Ella señaló un televisor en blanco y negro que había en un rincón. El volumen estaba anulado, pero reconocí la grabación: Sadat reuniéndose con Assad, la última parada del presidente antes de su encuentro secreto con Begin, la reunión a la que asistiría Rachel.

—¿Es eso la era de Set, una iniciativa de paz fracasada? —pregunté, incrédulo.

—No te hagas el tonto, no te pega —espetó Amelia—. Tu miedo te lleva a aferrarte al pequeño mundo en el que te encuentras más cómodo. El príncipe Majeed no solo utilizará el astrario para destruir a Sadat, sino para provocar una guerra devastadora en la región que desestabilice todos los países vecinos. Será una versión del infierno, créeme…

Faajir la interrumpió.

—Ya basta, Amelia, se nos acaba el tiempo. Mosry dará pronto con nosotros. ¿Tienes el uas, Oliver, la llave del mecanismo?

—Gracias al antiguo amigo de Amelia, el profesor Silvio, la tengo… pero, entonces, tú la robaste primero, ¿no, Amelia?

—Tuve que ponerla fuera del alcance de otros. Me aterrorizaba que abusaran del poder del mecanismo… tenía razón —dijo Amelia y se detuvo de repente, leyendo la mal disimulada ansiedad en mi rostro—. Así que utilizaste la máquina. Eso ha sido una auténtica locura, Oliver. De una arrogancia descomunal.

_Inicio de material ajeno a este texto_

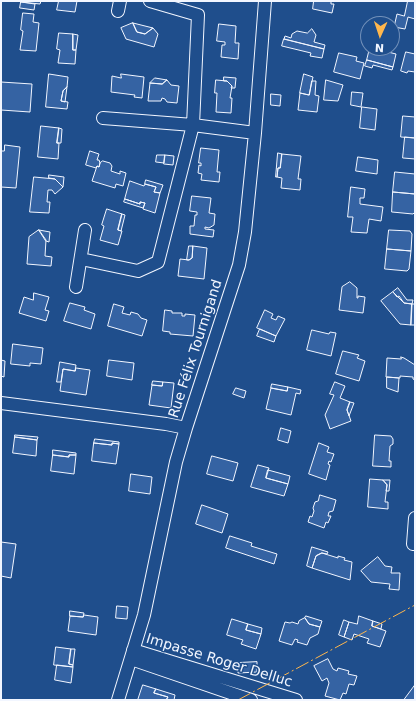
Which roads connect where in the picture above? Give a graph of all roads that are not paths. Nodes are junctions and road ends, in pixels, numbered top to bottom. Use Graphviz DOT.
graph roads {
  1 [pos="150,1"];
  2 [pos="265,1"];
  3 [pos="103,118"];
  4 [pos="193,125"];
  5 [pos="255,133"];
  6 [pos="86,230"];
  7 [pos="81,259"];
  8 [pos="76,287"];
  9 [pos="1,403"];
  10 [pos="186,428"];
  11 [pos="415,518"];
  12 [pos="415,544"];
  13 [pos="132,654"];
  14 [pos="118,700"];
  15 [pos="251,700"];
  16 [pos="296,700"];
  1 -- 4 [label="street"];
  2 -- 5 [label="street, Rue Félix Tournigand"];
  3 -- 4 [label="street"];
  4 -- 5 [label="street"];
  4 -- 7 [label="street"];
  5 -- 10 [label="street, Rue Félix Tournigand"];
  6 -- 7 [label="street"];
  7 -- 8 [label="street"];
  9 -- 10 [label="street"];
  10 -- 13 [label="street, Rue Félix Tournigand"];
  11 -- 12 [label="street"];
  13 -- 14 [label="street, Rue Félix Tournigand"];
  13 -- 15 [label="street"];
  13 -- 16 [label="street, Impasse Roger Delluc"];
}
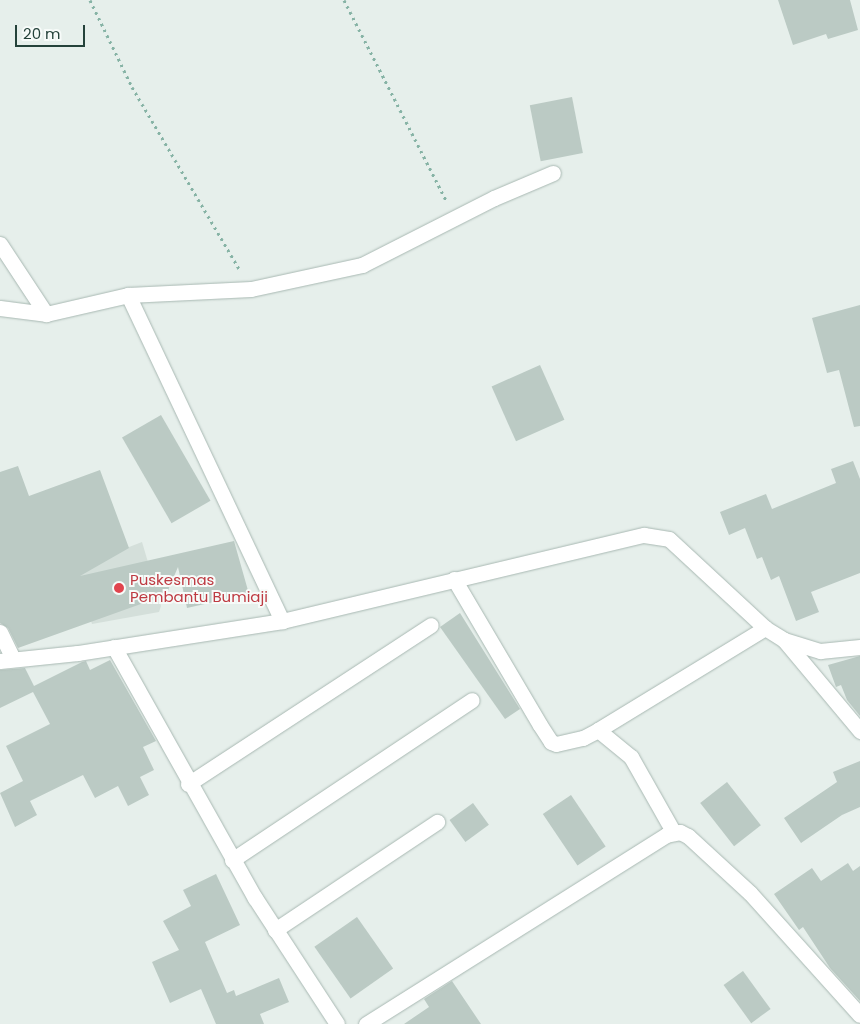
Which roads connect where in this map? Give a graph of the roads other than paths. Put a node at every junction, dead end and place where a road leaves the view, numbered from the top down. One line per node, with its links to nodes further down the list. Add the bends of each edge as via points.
1 (553, 173): 3 (street, via 362,265 251,289)
2 (0, 244): 5 (street)
3 (128, 295): 5 (street); 7 (street)
4 (0, 308): 5 (street)
5 (46, 314)
6 (454, 579): 7 (street); 9 (street, via 626,538 655,536 669,539); 16 (street, via 551,742 571,741)
7 (282, 621): 12 (street)
8 (431, 625): 18 (street)
9 (765, 628): 11 (street); 16 (street)
10 (0, 632): 14 (street)
11 (784, 640): 13 (street, via 820,651); 17 (street)
12 (114, 647): 14 (street); 18 (street)
13 (860, 647)
14 (7, 660)
15 (472, 700): 21 (street)
16 (598, 730): 20 (street, via 631,757)
17 (860, 731)
18 (188, 784): 21 (street)
19 (437, 822): 22 (street)
20 (674, 833): 23 (street, via 688,836 750,893); 25 (street)
21 (232, 860): 22 (street)
22 (275, 930): 24 (street)
23 (860, 1015)
24 (337, 1024)
25 (366, 1024)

Me derrumbé en una silla, destrozado por el aluvión de acontecimientos recientes.

—El pecado del orgullo desmedido —adelanté.

—Normalmente, es propio de los científicos. ¿Cuándo es la fecha de tu muerte?

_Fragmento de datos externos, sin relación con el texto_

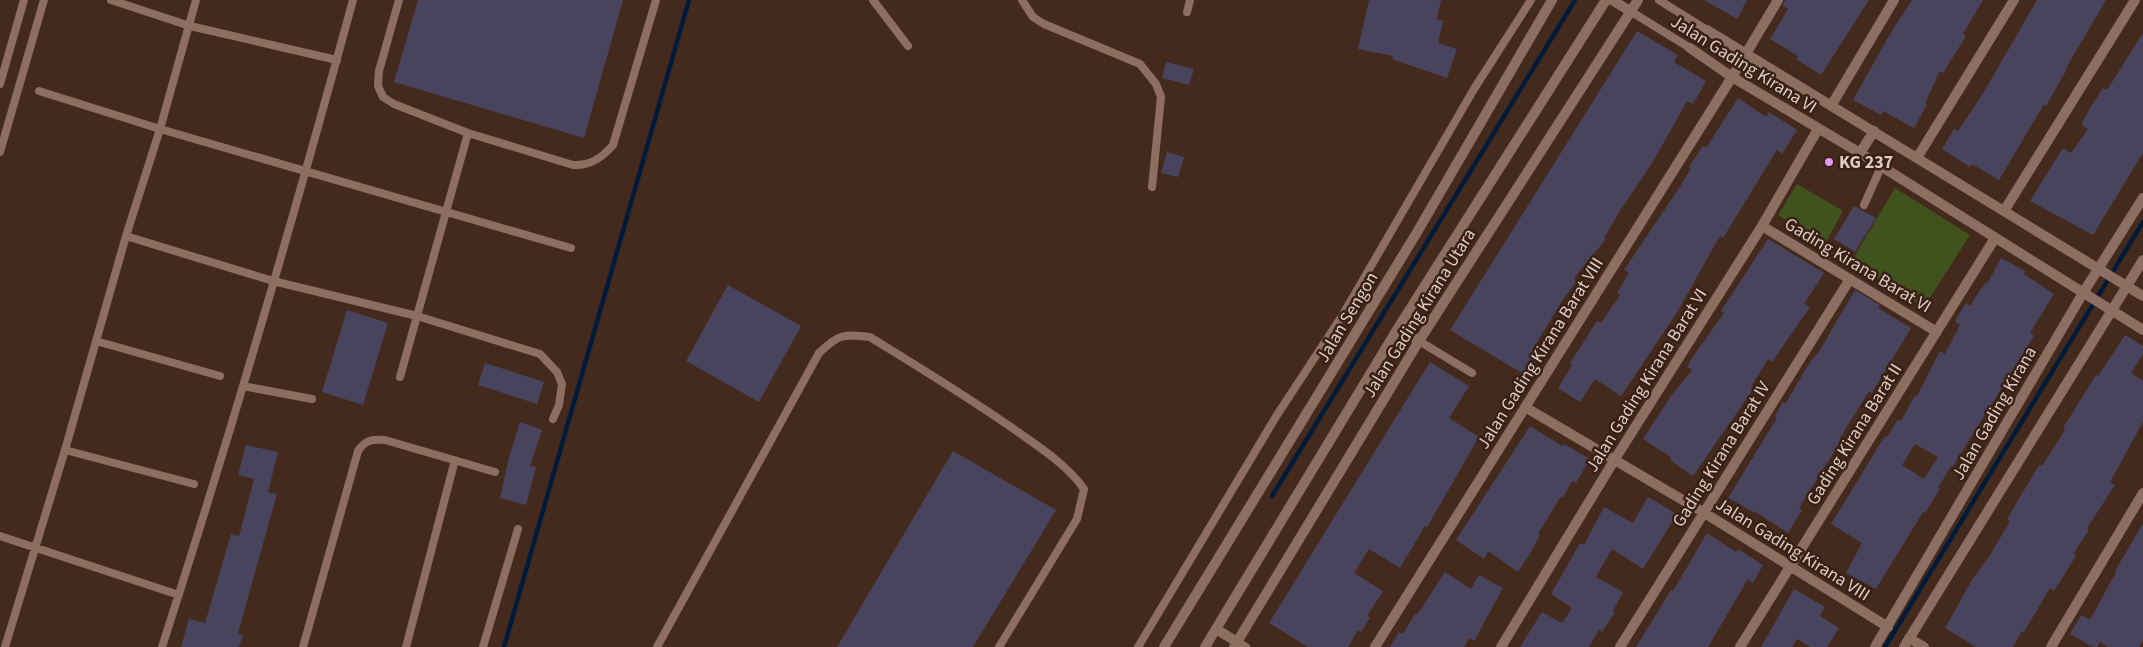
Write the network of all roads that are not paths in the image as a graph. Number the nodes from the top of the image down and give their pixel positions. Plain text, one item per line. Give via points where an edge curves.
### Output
1 (24, 0) edge
2 (44, 0) edge
3 (111, 0) edge
4 (196, 0) edge
5 (353, 0) edge
6 (399, 0) edge
7 (656, 0) edge
8 (873, 0) edge
9 (1022, 0) edge
10 (1190, 0) edge
11 (1531, 0) edge
12 (1552, 0) edge
13 (1606, 0) edge
14 (1612, 0) edge
15 (1638, 0) edge
16 (1659, 0) edge
17 (1778, 0) edge
18 (1894, 0) edge
19 (2014, 0) edge
20 (2135, 0) edge
21 (1630, 11) junction
22 (1186, 12) dead end
23 (190, 26) junction
24 (1707, 30) joint
25 (908, 46) dead end
26 (1690, 48) joint
27 (1745, 54) junction
28 (336, 60) junction
29 (1732, 77) junction
30 (0, 84) edge
31 (39, 91) dead end
32 (1831, 106) junction
33 (160, 129) junction
34 (1818, 129) junction
35 (1874, 132) junction
36 (468, 133) junction
37 (0, 152) edge
38 (1860, 153) junction
39 (1917, 158) junction
40 (1881, 167) junction
41 (306, 172) junction
42 (1152, 188) dead end
43 (2143, 198) edge
44 (1864, 205) dead end
45 (447, 211) junction
46 (2004, 211) junction
47 (1762, 226) junction
48 (126, 236) junction
49 (1995, 238) junction
50 (571, 248) dead end
51 (2143, 260) edge
52 (2102, 271) junction
53 (1850, 279) junction
54 (273, 281) junction
55 (2124, 284) junction
56 (2087, 295) junction
57 (2143, 296) edge
58 (2112, 311) junction
59 (417, 316) junction
60 (1398, 328) junction
61 (2143, 330) edge
62 (1937, 332) junction
63 (96, 341) junction
64 (1419, 341) junction
65 (1472, 373) dead end
66 (220, 376) dead end
67 (400, 376) dead end
68 (243, 386) junction
69 (312, 399) dead end
70 (1525, 407) junction
71 (553, 419) dead end
72 (65, 450) junction
73 (1615, 459) junction
74 (455, 460) junction
75 (496, 472) dead end
76 (194, 484) dead end
77 (2143, 493) edge
78 (1703, 512) junction
79 (518, 528) dead end
80 (0, 536) edge
81 (35, 547) junction
82 (1790, 566) junction
83 (179, 594) junction
84 (1888, 627) junction
85 (1216, 630) junction
86 (1907, 642) edge
87 (1239, 645) edge
88 (5, 647) edge
89 (162, 647) edge
90 (303, 647) edge
91 (406, 647) edge
92 (483, 647) edge
93 (656, 647) edge
94 (999, 647) edge
95 (1138, 647) edge
96 (1164, 647) edge
97 (1205, 647) edge
98 (1376, 647) edge
99 (1501, 647) edge
100 (1620, 647) edge
101 (1740, 647) edge
102 (1875, 647) edge
103 (1924, 647) edge
104 (2051, 647) edge

1 - 30 lane
2 - 37 lane
3 - 23 lane
4 - 23 lane
5 - 28 lane
6 - 36 lane via 379,71 378,86 383,97
7 - 36 lane via 613,145 605,155 593,162 573,165
8 - 25 lane
9 - 42 lane via 1034,17 1044,24 1140,64 1156,84 1161,97
10 - 22 lane
11 - 95 lane via 1474,89 1342,316 1277,416
12 - 96 street, Jalan Sengon via 1416,234
13 - 60 street, Jalan Gading Kirana Utara
14 - 21 street, Jalan Gading Kirana VI
15 - 21 street, Jalan Gading Kirana Utara
16 - 24 lane, Jalan Gading Kirana VI
17 - 27 street, Jalan Gading Kirana Barat VIII
18 - 32 street
19 - 39 street
20 - 46 street
21 - 26 lane, Jalan Gading Kirana VI
21 - 64 street, Jalan Gading Kirana Utara
23 - 28 lane
23 - 33 lane
24 - 27 street, Jalan Gading Kirana VI
26 - 29 street, Jalan Gading Kirana VI
27 - 29 street, Jalan Gading Kirana Barat VIII
27 - 32 street, Jalan Gading Kirana VI
28 - 41 lane
29 - 34 street, Jalan Gading Kirana VI
29 - 70 street, Jalan Gading Kirana Barat VIII
31 - 33 lane
32 - 35 street, Jalan Gading Kirana VI
33 - 41 lane
33 - 48 lane
34 - 38 street, Jalan Gading Kirana VI
34 - 47 street, Jalan Gading Kirana Barat VI
35 - 38 street
35 - 39 street, Jalan Gading Kirana VI
36 - 45 lane
38 - 40 street, Jalan Gading Kirana VI
39 - 46 street, Jalan Gading Kirana VI
40 - 44 lane
40 - 49 street, Jalan Gading Kirana VI
41 - 45 lane
41 - 54 lane
43 - 52 street, Jalan Gading Kirana
45 - 50 lane
45 - 59 lane
46 - 52 street, Jalan Gading Kirana VI
47 - 53 street, Gading Kirana Barat VI
47 - 73 street, Jalan Gading Kirana Barat VI
48 - 54 lane
48 - 63 lane
49 - 56 street, Jalan Gading Kirana VI
49 - 62 street, Gading Kirana Barat II
51 - 55 street
52 - 55 street, Jalan Gading Kirana VI
52 - 56 street, Jalan Gading Kirana
53 - 62 street, Gading Kirana Barat VI
53 - 78 street, Gading Kirana Barat IV
54 - 59 lane
54 - 68 lane
55 - 57 street, Jalan Gading Kirana VI
55 - 58 street
56 - 58 street, Jalan Gading Kirana VI
56 - 84 street, Jalan Gading Kirana
58 - 61 street, Jalan Gading Kirana VI
58 - 86 street
59 - 67 lane
59 - 71 lane via 540,354 557,372 562,384
60 - 64 street
60 - 85 street, Jalan Gading Kirana Utara
62 - 82 street, Gading Kirana Barat II
63 - 66 lane
63 - 72 lane
64 - 65 lane
64 - 87 street, Jalan Gading Kirana Utara
68 - 69 lane
68 - 83 lane
70 - 73 street, Jalan Gading Kirana VIII
70 - 98 street, Jalan Gading Kirana Barat VIII
72 - 76 lane
72 - 81 lane
73 - 78 street, Jalan Gading Kirana VIII
73 - 99 street, Jalan Gading Kirana Barat VI
74 - 75 lane
74 - 90 lane via 384,440 375,439 363,444 358,451
74 - 91 lane
77 - 104 street
78 - 82 street, Jalan Gading Kirana VIII
78 - 100 street, Gading Kirana Barat IV
79 - 92 lane
80 - 81 lane
81 - 83 lane
81 - 88 lane
82 - 84 street, Jalan Gading Kirana VIII
82 - 101 street, Gading Kirana Barat II
83 - 89 lane
84 - 102 street, Jalan Gading Kirana
85 - 87 street
85 - 97 street, Jalan Gading Kirana Utara
86 - 103 street
93 - 94 lane via 819,354 834,339 848,334 870,337 987,410 1044,450 1074,475 1084,489 1077,519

—¿Puedes ayudarme? —pregunté—. Sé que formabas parte de la secta original.

—La dejé después de la primera manifestación de Set.

¡Ojalá lo hubiera hecho también Isabella! Desde ese momento, toda su carrera fue dirigida por Giovanni… de alguna manera, incluso después de su muerte. Después, cayó bajo la influencia de Hermes Hemiedes.

—Y él la envió a Goa.

—Cuando conseguí la plaza en Oxford y cuando tuve la sensación de que me había ganado su confianza, le expliqué algunas de las cosas terribles que había hecho su abuelo, los acontecimientos que había manipulado. Ella no me creyó, no podía creerme. Entonces, cuando volvisteis a Egipto esta última vez, llegó a oídos de Hermes que Isabella estaba a punto de hallar el instrumento. Él la persuadió para que asistiera a algunos de los ritos y ella, ingenuamente, accedió.

—No tenía ni idea. Si me lo hubiese dicho…

—¿La habrías creído?

No necesitaba responder.

La expresión de Amelia era de compasión.

—Oliver, siento que tengas una función que desempeñar, a pesar de lo reacio que eres. Como traté de decírtelo en la ópera, esta es una gran historia de amor. Cuando Banafrit, la consorte principal y hermana de Nectanebo, se dio cuenta de la conjura para asesinarlo, creo que ella podría haber muerto tratando de salvar a su amante. ¿Quién sabe si habría tenido éxito o no en el empeño de salvarlo? Puedes imaginarte la escena: Banafrit, participante en la política maquiavélica del clan sacerdotal, está desesperada por llegar hasta Nectanebo para advertirle. No podía ser fácil. Había muchos conjurados contra el faraón, algunos de su misma familia, y el futuro de toda la nación dependía de que Banafrit lo alcanzase a tiempo.

Lo que sé con seguridad es que el intento de asesinato fue organizado por un culto religioso que adoraba al dios Set, un culto que quiere recrear Hugh Wollington. Su manifestación del dios prospera con el caos; la personificación del mal amoral, la sombra del yo fascista.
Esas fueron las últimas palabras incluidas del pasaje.